| TASK |
Tally the lines of the data below that contain the string "Right". Give the tally and nothing else.

[Pixel coordinate listings]
........
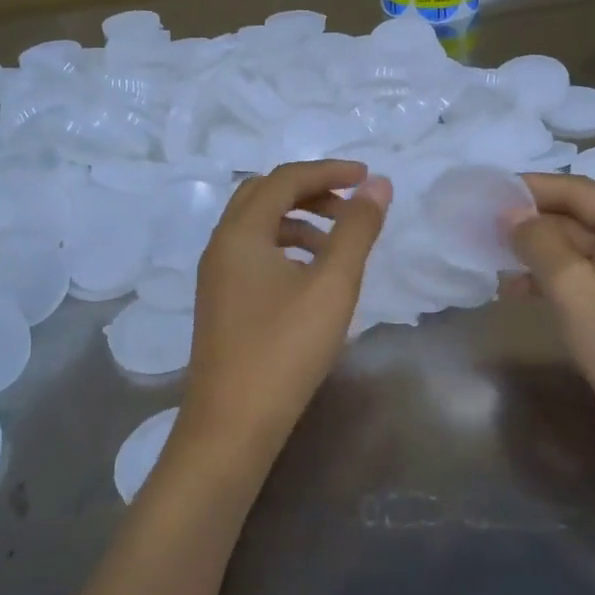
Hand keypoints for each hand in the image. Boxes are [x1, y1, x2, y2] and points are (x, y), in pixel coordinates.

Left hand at [187, 160, 391, 454]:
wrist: (233, 424)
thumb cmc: (285, 349)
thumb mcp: (332, 285)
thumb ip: (356, 230)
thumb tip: (378, 185)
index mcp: (241, 232)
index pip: (285, 179)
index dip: (329, 171)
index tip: (367, 178)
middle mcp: (221, 245)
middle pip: (264, 195)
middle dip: (310, 191)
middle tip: (350, 205)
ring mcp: (216, 276)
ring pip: (257, 226)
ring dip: (298, 221)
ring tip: (337, 244)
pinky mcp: (221, 302)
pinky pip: (253, 254)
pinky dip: (285, 248)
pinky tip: (310, 277)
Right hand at [503, 173, 594, 469]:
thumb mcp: (576, 287)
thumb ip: (539, 242)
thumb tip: (509, 214)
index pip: (583, 193)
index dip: (534, 188)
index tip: (490, 190)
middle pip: (582, 222)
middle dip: (533, 223)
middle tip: (483, 225)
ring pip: (579, 255)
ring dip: (537, 255)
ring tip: (492, 259)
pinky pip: (584, 284)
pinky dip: (551, 283)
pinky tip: (517, 292)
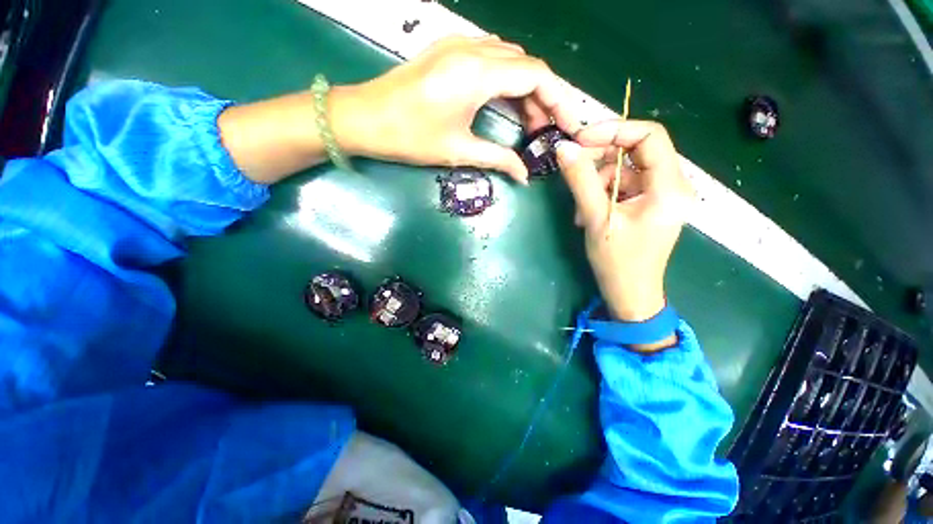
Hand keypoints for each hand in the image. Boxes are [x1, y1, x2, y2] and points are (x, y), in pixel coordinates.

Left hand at [329, 35, 579, 182]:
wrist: (364, 119)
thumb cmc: (410, 137)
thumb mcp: (459, 151)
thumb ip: (498, 158)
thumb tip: (524, 176)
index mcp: (478, 73)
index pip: (537, 75)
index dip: (559, 99)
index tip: (568, 125)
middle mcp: (473, 49)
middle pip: (526, 66)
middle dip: (543, 98)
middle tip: (544, 132)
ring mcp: (459, 46)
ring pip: (510, 61)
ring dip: (525, 89)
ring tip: (529, 123)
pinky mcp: (449, 51)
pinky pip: (491, 59)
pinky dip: (506, 81)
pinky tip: (506, 104)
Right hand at [555, 120, 692, 329]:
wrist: (629, 294)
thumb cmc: (617, 261)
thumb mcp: (596, 218)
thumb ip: (581, 181)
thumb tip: (564, 148)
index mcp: (669, 187)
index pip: (649, 136)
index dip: (614, 131)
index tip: (581, 139)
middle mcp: (672, 185)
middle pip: (637, 151)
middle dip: (602, 157)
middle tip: (573, 166)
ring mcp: (660, 195)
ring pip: (626, 170)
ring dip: (598, 182)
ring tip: (581, 208)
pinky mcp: (648, 205)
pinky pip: (623, 186)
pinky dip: (602, 193)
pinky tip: (588, 214)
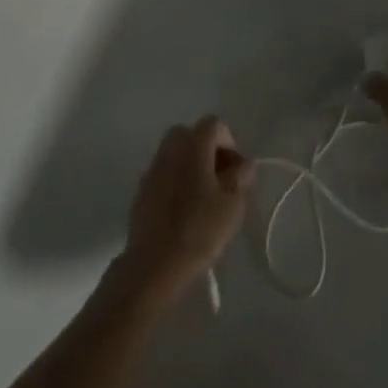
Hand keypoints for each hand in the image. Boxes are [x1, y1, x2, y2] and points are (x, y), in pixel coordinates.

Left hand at [116, 117, 252, 305]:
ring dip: (192, 164)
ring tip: (204, 196)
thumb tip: (245, 163)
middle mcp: (170, 148)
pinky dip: (176, 179)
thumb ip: (241, 177)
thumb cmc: (199, 229)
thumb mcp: (232, 205)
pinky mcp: (142, 189)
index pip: (213, 124)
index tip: (236, 170)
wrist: (154, 263)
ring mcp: (153, 167)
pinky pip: (164, 172)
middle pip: (192, 134)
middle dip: (209, 150)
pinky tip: (184, 209)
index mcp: (193, 145)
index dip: (229, 142)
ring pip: (176, 152)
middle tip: (221, 179)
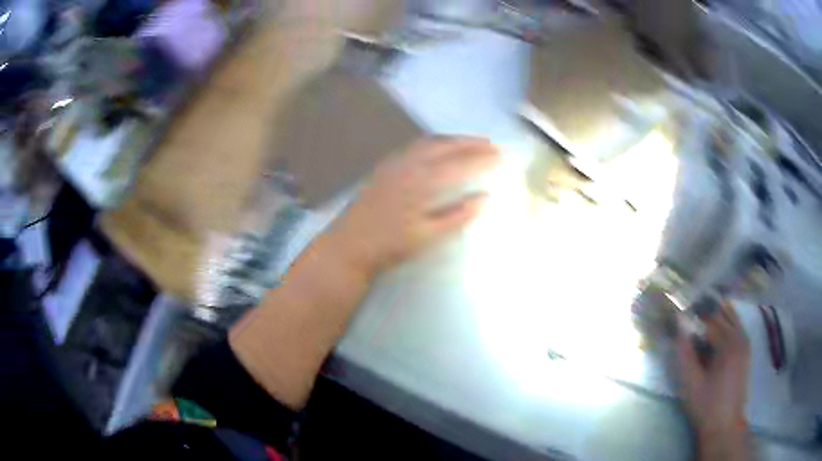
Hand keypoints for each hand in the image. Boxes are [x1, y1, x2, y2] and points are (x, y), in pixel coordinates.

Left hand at [328, 137, 499, 275]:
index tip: (501, 156)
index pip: (459, 164)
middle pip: (444, 145)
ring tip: (469, 143)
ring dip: (451, 140)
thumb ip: (458, 216)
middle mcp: (409, 164)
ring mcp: (394, 163)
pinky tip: (437, 150)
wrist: (348, 245)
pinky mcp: (384, 167)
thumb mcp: (427, 236)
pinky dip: (433, 143)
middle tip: (490, 144)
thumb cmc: (390, 245)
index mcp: (422, 181)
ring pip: (428, 142)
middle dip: (470, 142)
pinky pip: (414, 146)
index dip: (482, 159)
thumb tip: (485, 198)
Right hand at [675, 301, 750, 459]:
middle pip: (722, 314)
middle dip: (705, 312)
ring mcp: (745, 342)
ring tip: (700, 321)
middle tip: (688, 316)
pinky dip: (726, 322)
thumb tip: (678, 323)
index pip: (709, 318)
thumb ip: (684, 352)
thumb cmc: (706, 405)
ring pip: (731, 317)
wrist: (725, 424)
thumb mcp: (690, 383)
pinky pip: (736, 326)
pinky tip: (715, 331)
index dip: (693, 315)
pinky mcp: (746, 350)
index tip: (679, 315)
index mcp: (728, 343)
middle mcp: (740, 336)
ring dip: (716, 315)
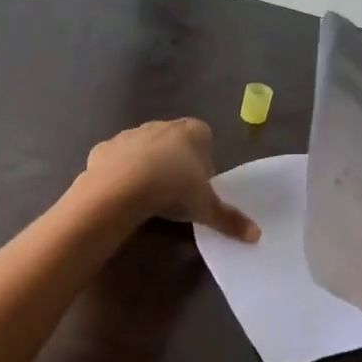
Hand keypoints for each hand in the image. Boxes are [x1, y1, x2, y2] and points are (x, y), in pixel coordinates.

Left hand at [84, 118, 258, 241]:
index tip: (199, 184)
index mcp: (192, 132)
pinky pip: (116, 159)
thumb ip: (229, 219)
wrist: (123, 187)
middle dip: (174, 161)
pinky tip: (121, 194)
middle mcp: (162, 126)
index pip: (204, 138)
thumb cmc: (174, 189)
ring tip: (147, 196)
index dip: (203, 161)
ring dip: (146, 165)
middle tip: (175, 192)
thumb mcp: (206, 207)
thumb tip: (256, 235)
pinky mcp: (104, 147)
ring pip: (143, 148)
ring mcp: (131, 134)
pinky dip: (119, 173)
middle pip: (173, 141)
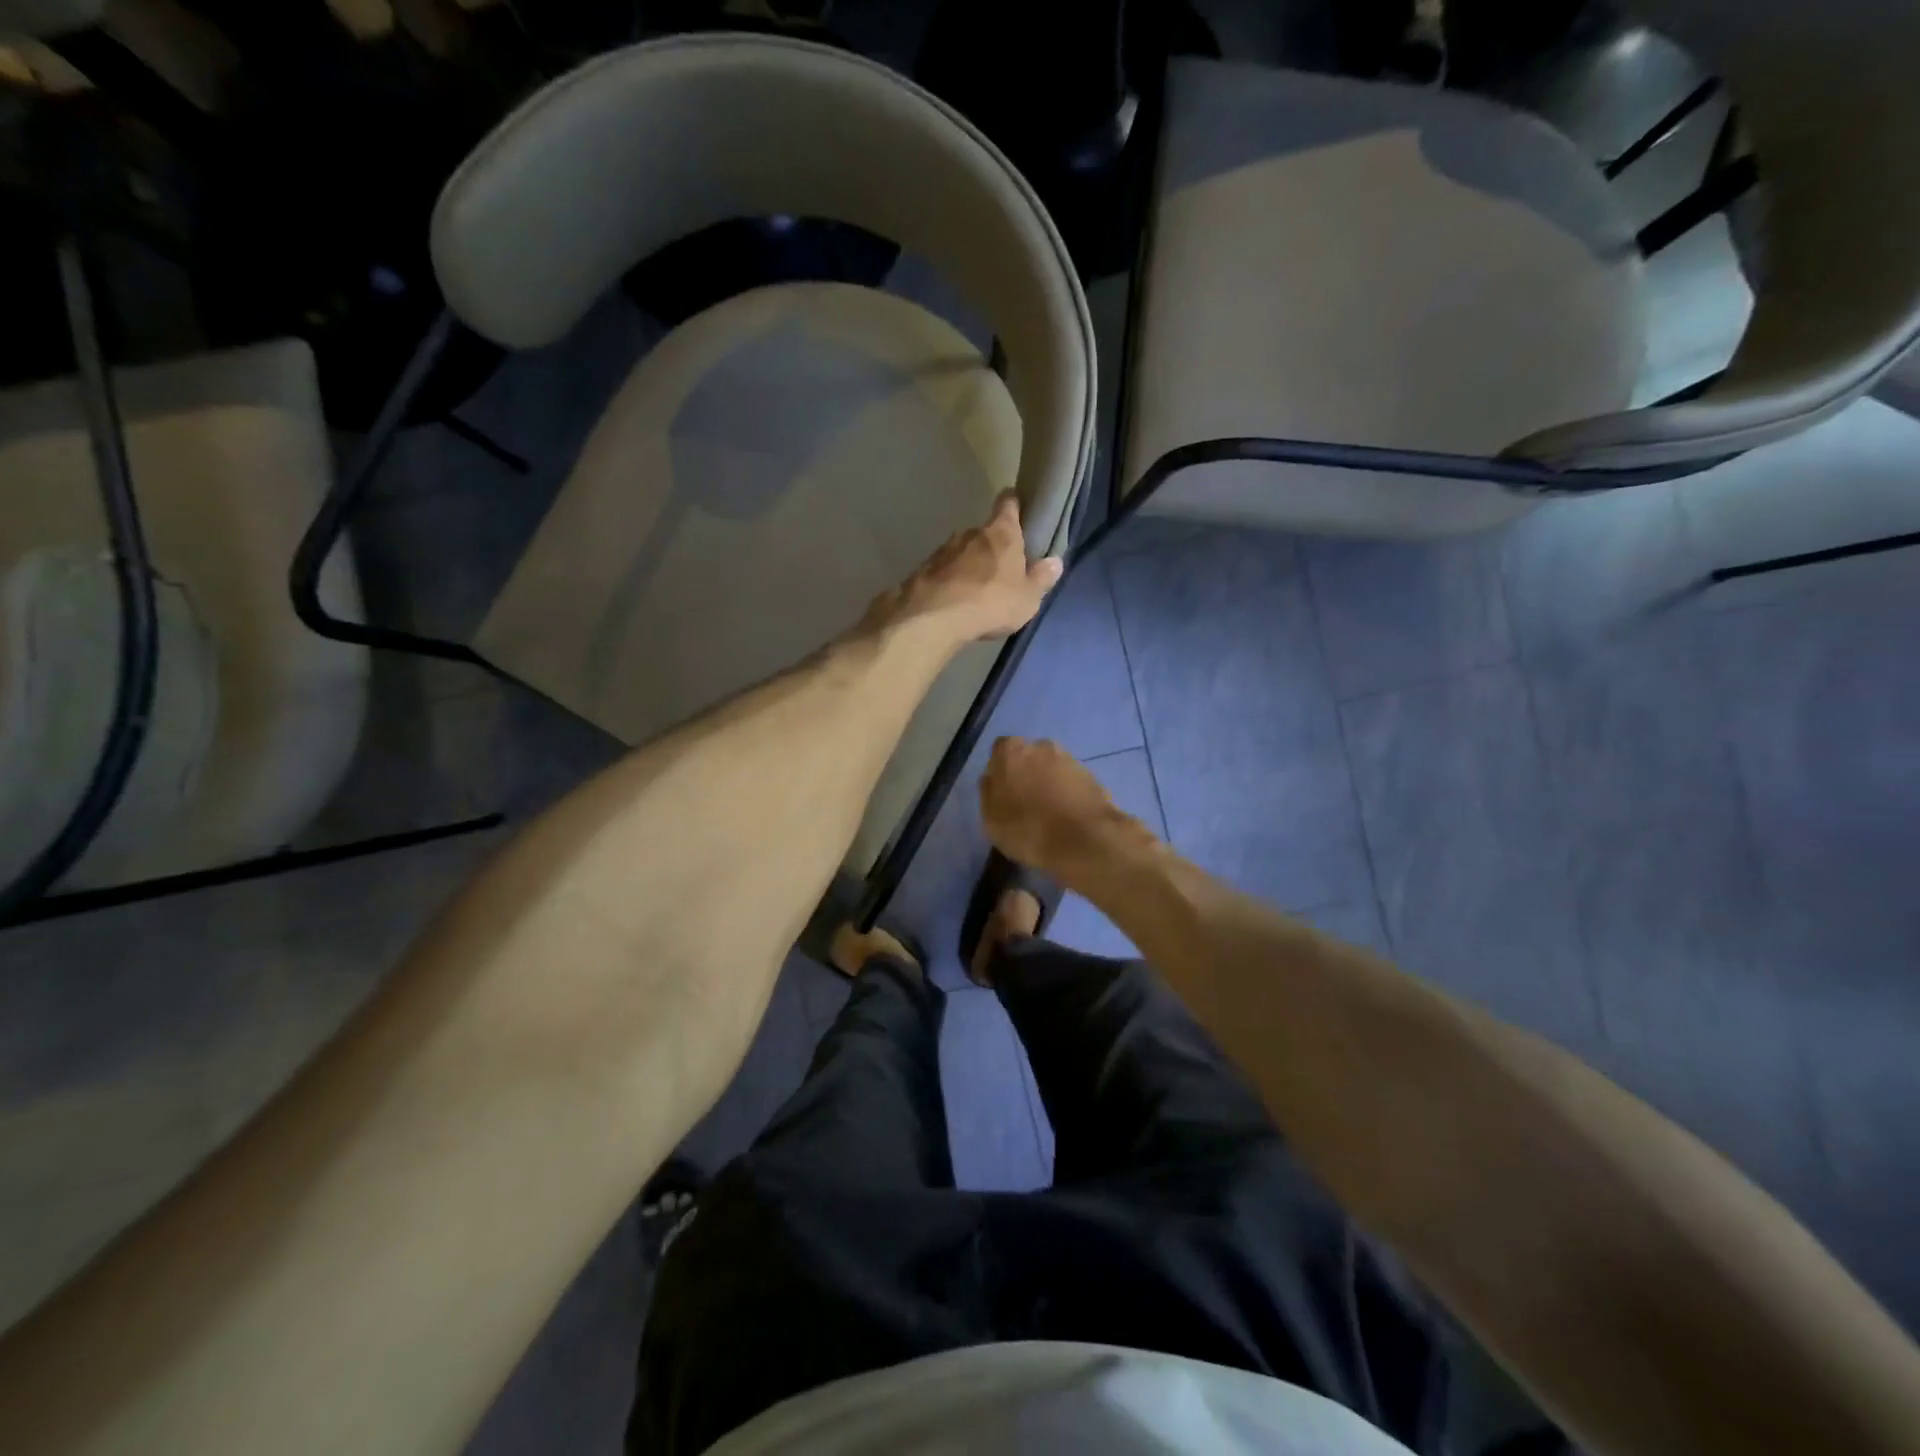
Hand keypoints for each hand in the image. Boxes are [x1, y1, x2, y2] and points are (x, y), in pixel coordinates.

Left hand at [860, 492, 1062, 645]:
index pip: (1008, 503)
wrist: (933, 617)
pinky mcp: (923, 569)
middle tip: (1000, 568)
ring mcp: (943, 549)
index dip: (1013, 503)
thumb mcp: (1027, 598)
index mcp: (1001, 533)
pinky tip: (952, 599)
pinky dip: (949, 580)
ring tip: (975, 589)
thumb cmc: (991, 602)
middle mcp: (970, 533)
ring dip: (968, 564)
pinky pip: (942, 570)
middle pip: (985, 531)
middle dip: (992, 546)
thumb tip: (1055, 561)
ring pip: (961, 551)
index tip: (1017, 506)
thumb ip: (1041, 579)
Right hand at [979, 736, 1129, 876]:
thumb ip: (989, 792)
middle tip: (1026, 804)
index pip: (1000, 751)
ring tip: (1049, 815)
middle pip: (1028, 757)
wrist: (1084, 840)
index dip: (1001, 772)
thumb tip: (993, 778)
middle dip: (1027, 774)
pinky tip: (1067, 818)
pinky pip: (1072, 783)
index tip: (1003, 794)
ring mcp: (1070, 759)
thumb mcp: (991, 819)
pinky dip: (1068, 795)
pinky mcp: (1093, 776)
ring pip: (1052, 769)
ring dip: (1049, 784)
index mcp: (1011, 751)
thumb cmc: (1027, 829)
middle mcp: (1041, 746)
........
| EXERCISE ANSWER |
4